Body or hand keypoint data:
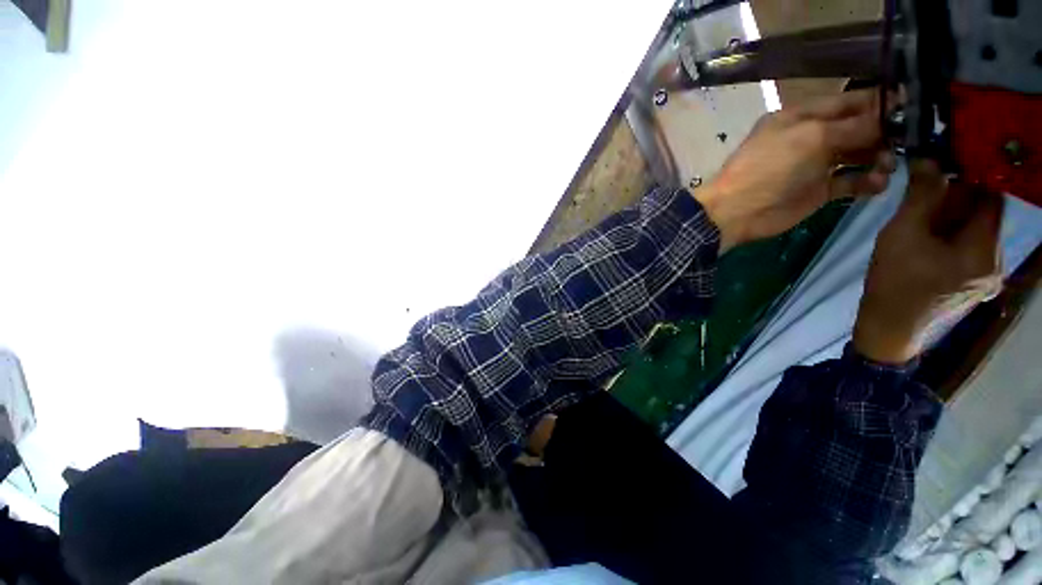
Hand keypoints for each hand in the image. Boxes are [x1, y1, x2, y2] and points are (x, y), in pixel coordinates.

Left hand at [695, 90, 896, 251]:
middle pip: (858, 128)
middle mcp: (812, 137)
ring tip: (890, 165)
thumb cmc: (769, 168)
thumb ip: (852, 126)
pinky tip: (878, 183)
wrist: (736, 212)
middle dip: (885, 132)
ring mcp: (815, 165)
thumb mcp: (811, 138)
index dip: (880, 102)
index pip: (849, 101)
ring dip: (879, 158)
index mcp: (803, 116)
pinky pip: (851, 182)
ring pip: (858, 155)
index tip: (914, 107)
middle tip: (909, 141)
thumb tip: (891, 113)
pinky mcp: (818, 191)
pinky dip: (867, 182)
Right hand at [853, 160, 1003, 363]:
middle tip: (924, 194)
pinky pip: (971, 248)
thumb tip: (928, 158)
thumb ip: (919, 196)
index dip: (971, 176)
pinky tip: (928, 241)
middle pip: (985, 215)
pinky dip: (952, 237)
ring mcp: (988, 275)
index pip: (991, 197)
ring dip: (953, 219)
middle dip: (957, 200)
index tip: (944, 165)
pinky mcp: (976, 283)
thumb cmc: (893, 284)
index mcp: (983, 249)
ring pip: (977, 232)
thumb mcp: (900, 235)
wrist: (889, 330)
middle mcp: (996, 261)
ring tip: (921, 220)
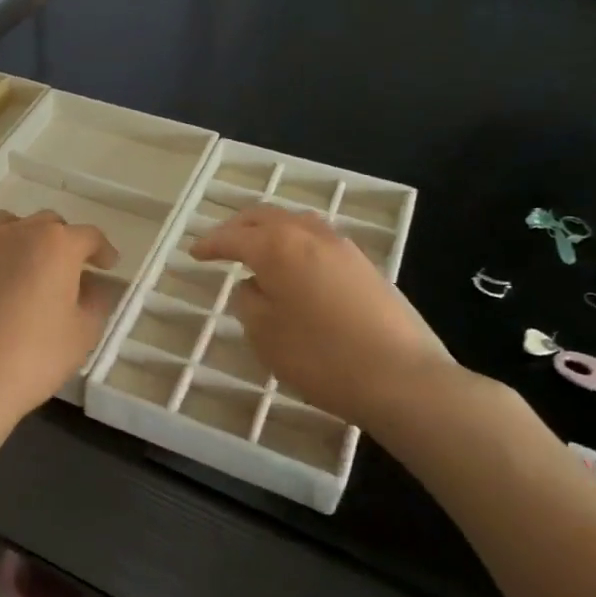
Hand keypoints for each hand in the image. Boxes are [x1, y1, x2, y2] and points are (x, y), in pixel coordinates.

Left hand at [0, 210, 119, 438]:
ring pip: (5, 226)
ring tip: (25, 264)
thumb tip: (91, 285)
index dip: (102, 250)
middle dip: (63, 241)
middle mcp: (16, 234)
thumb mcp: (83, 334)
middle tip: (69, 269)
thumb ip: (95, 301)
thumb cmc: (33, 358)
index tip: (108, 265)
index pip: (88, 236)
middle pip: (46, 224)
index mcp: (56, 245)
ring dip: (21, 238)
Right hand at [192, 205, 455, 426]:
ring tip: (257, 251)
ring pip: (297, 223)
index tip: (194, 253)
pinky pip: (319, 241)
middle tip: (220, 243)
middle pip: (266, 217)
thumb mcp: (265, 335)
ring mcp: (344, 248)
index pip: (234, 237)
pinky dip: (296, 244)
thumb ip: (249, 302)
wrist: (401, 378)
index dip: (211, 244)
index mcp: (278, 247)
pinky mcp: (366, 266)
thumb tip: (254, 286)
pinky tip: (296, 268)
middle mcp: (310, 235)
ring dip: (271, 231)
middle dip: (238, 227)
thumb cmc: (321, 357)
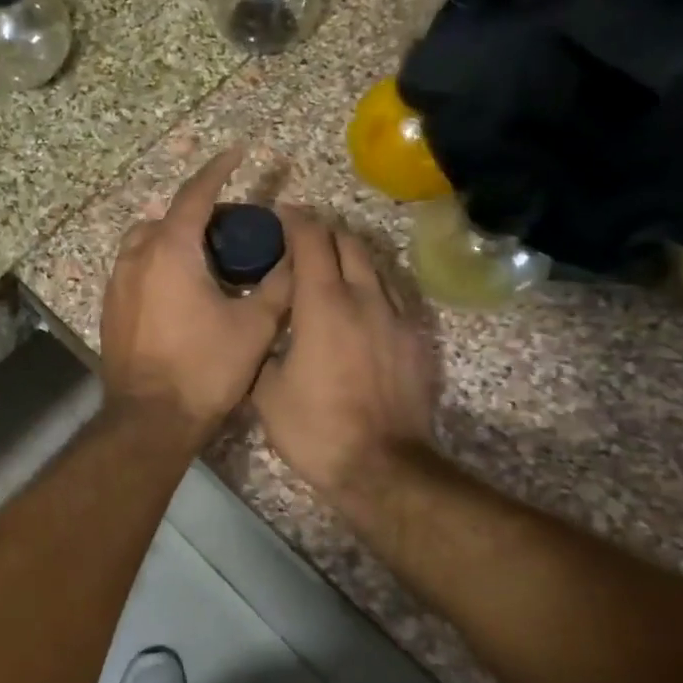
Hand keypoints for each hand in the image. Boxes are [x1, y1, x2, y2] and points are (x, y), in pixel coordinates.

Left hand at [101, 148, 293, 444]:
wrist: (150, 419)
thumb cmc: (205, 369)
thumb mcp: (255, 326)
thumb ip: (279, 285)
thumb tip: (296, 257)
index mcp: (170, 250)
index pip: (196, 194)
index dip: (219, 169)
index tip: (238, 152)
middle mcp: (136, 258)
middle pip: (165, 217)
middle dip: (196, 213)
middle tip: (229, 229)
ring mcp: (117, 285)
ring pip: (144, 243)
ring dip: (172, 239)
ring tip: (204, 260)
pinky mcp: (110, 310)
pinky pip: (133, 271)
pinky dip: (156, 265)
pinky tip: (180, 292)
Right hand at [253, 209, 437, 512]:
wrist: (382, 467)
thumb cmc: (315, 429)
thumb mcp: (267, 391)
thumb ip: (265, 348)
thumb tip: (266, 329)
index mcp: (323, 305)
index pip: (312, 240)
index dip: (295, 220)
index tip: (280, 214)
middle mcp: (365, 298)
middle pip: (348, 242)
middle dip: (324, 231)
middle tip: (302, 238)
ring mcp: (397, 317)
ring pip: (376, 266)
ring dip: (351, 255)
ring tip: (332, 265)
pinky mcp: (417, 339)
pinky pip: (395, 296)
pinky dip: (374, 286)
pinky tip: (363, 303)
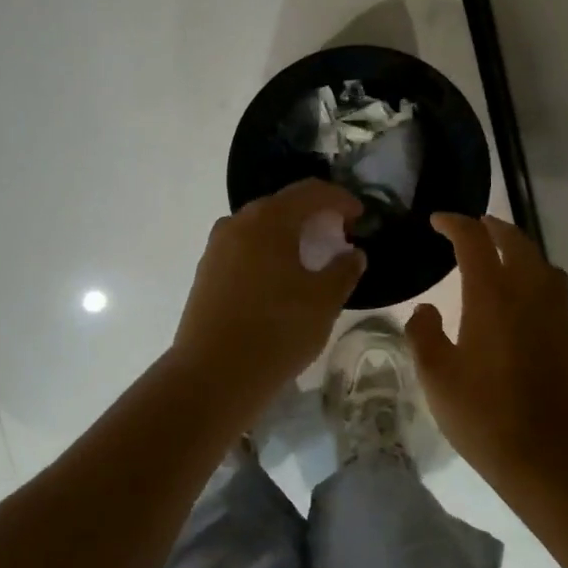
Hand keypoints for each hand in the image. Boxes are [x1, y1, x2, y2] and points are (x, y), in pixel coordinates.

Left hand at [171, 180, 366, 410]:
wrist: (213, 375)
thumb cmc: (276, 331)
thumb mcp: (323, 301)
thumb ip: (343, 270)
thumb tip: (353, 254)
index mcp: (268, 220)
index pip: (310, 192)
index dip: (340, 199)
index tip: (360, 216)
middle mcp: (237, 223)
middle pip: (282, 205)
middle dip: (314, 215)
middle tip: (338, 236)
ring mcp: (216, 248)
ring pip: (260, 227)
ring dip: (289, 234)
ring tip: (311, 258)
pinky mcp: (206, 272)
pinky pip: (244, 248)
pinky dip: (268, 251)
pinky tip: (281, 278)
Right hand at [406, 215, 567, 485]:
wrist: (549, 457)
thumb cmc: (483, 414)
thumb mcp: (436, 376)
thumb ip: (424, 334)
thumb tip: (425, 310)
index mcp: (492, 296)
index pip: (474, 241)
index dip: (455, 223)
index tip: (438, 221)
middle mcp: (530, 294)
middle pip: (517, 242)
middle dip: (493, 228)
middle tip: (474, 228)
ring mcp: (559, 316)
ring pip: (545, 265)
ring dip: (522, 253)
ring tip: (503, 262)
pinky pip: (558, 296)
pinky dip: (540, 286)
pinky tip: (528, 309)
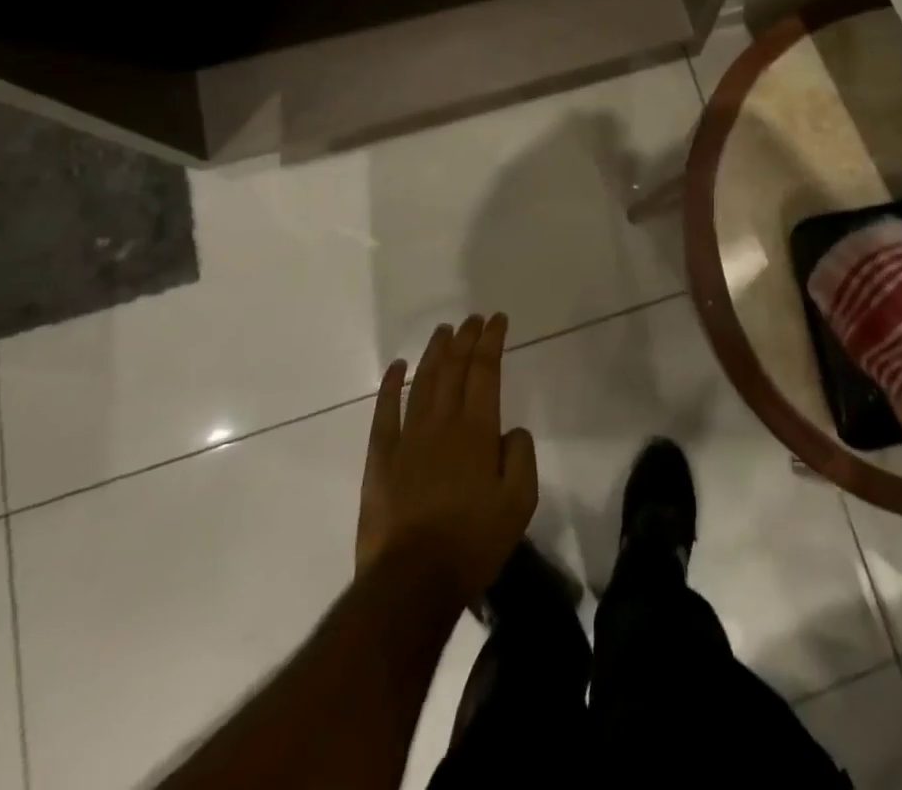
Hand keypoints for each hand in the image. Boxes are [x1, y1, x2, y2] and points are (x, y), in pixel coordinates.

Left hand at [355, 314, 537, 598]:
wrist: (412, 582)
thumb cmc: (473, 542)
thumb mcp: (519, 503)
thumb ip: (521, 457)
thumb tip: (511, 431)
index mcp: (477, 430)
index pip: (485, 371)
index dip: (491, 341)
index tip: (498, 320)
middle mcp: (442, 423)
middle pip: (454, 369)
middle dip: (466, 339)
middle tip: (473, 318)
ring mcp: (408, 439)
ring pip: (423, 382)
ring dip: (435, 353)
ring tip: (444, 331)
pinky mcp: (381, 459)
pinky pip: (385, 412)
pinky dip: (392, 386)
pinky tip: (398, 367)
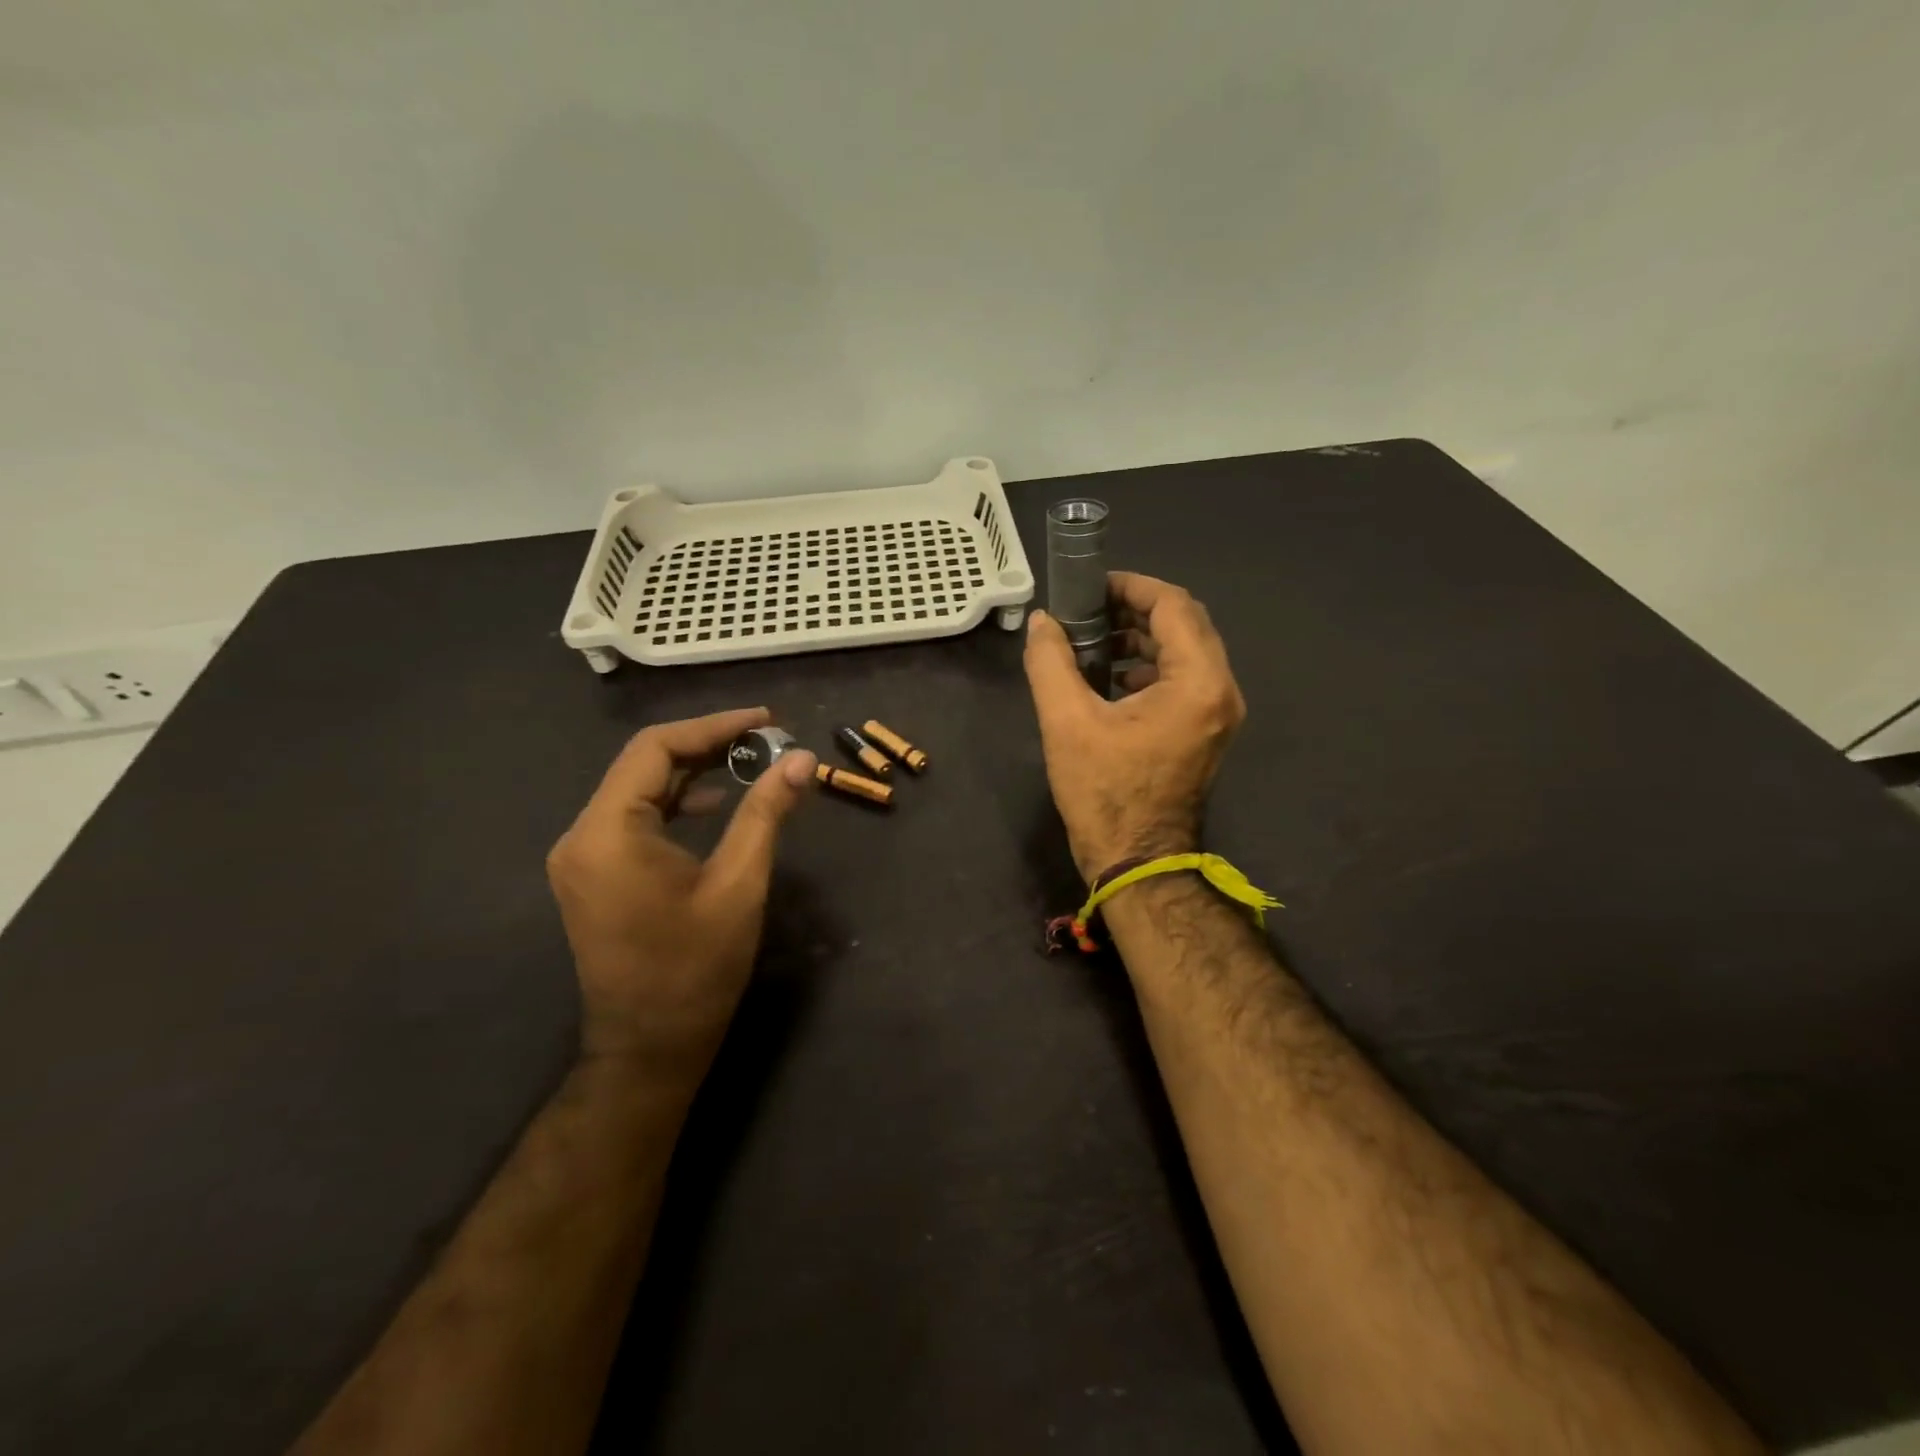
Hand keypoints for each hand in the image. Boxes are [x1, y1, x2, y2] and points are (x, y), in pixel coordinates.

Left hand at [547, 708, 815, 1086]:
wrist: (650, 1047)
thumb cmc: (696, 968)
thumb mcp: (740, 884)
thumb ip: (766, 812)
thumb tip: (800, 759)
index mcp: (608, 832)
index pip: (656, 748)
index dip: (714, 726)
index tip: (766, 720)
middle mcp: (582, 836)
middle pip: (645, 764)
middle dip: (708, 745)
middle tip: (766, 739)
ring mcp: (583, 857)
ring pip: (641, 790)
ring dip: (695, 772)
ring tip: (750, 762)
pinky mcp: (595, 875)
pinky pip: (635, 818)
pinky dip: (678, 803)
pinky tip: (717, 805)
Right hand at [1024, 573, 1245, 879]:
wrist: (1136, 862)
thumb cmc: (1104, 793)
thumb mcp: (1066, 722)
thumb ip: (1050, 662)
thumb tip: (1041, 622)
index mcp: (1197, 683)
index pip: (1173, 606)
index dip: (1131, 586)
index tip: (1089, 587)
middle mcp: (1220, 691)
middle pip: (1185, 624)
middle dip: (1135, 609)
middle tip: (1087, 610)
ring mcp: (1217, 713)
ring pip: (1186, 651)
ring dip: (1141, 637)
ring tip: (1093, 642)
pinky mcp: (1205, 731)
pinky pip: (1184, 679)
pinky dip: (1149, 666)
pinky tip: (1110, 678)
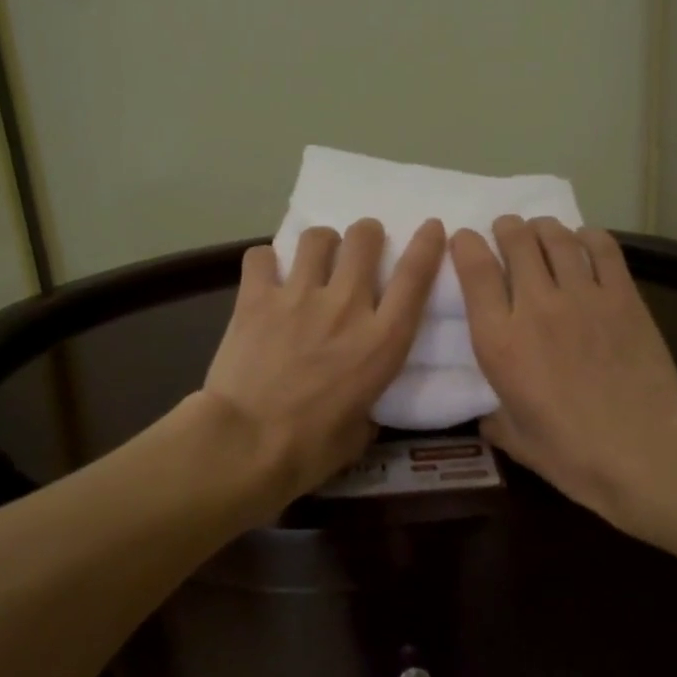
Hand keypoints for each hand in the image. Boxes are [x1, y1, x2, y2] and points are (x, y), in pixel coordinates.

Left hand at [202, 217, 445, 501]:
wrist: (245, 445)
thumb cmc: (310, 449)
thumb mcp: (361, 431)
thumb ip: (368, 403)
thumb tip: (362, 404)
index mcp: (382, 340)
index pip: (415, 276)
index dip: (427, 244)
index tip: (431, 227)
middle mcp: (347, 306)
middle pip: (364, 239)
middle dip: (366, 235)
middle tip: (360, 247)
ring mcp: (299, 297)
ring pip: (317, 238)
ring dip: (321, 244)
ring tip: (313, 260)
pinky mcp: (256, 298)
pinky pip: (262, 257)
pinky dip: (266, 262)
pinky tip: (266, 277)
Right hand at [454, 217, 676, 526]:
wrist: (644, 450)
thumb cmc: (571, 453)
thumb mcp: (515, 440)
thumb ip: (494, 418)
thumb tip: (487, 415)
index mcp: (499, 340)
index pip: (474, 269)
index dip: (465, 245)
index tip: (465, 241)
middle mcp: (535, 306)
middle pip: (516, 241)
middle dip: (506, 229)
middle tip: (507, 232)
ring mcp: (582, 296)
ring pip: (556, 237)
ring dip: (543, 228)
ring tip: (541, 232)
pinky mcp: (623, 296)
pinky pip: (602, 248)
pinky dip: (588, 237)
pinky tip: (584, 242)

### WORK TASK
What do the entries above read from the line containing "ring tip: (204, 260)" through the line containing "thumb ip: (343, 270)"? Output those lines exactly, both ends included, with the pictures left out.

### SOLUTION
ring tip: (204, 260)
pinky mcp: (110, 310)
pinky pip: (133, 271)
pinky dip: (156, 265)
pinky tip: (180, 292)
Right hand at [253, 209, 437, 512]:
wrist: (382, 467)
thumb cmc: (315, 429)
thumb mcp: (267, 391)
thumb ip: (265, 348)
thumb tip: (266, 329)
index mcp: (323, 305)
index pip: (312, 240)
index dip: (295, 220)
index tip: (280, 214)
middle mcp: (365, 298)
middle pip: (348, 242)
middle dip: (324, 231)
middle tip: (302, 238)
ring mcp: (397, 317)
ring pip: (376, 266)
ring dip: (351, 255)
ring tip: (332, 265)
pinky mcp: (417, 339)
pinky pip: (395, 296)
pinky dip: (374, 286)
pinky tip: (363, 303)
Hand keypoints for each hand in the image. Boxes are [x1, y1, x2, y2] and points are (x, y), in pixel coordinates.

Left hand at [171, 180, 366, 410]:
wrist: (213, 375)
thumb cmc: (276, 331)
thumb mcp: (323, 301)
thumb ip: (343, 270)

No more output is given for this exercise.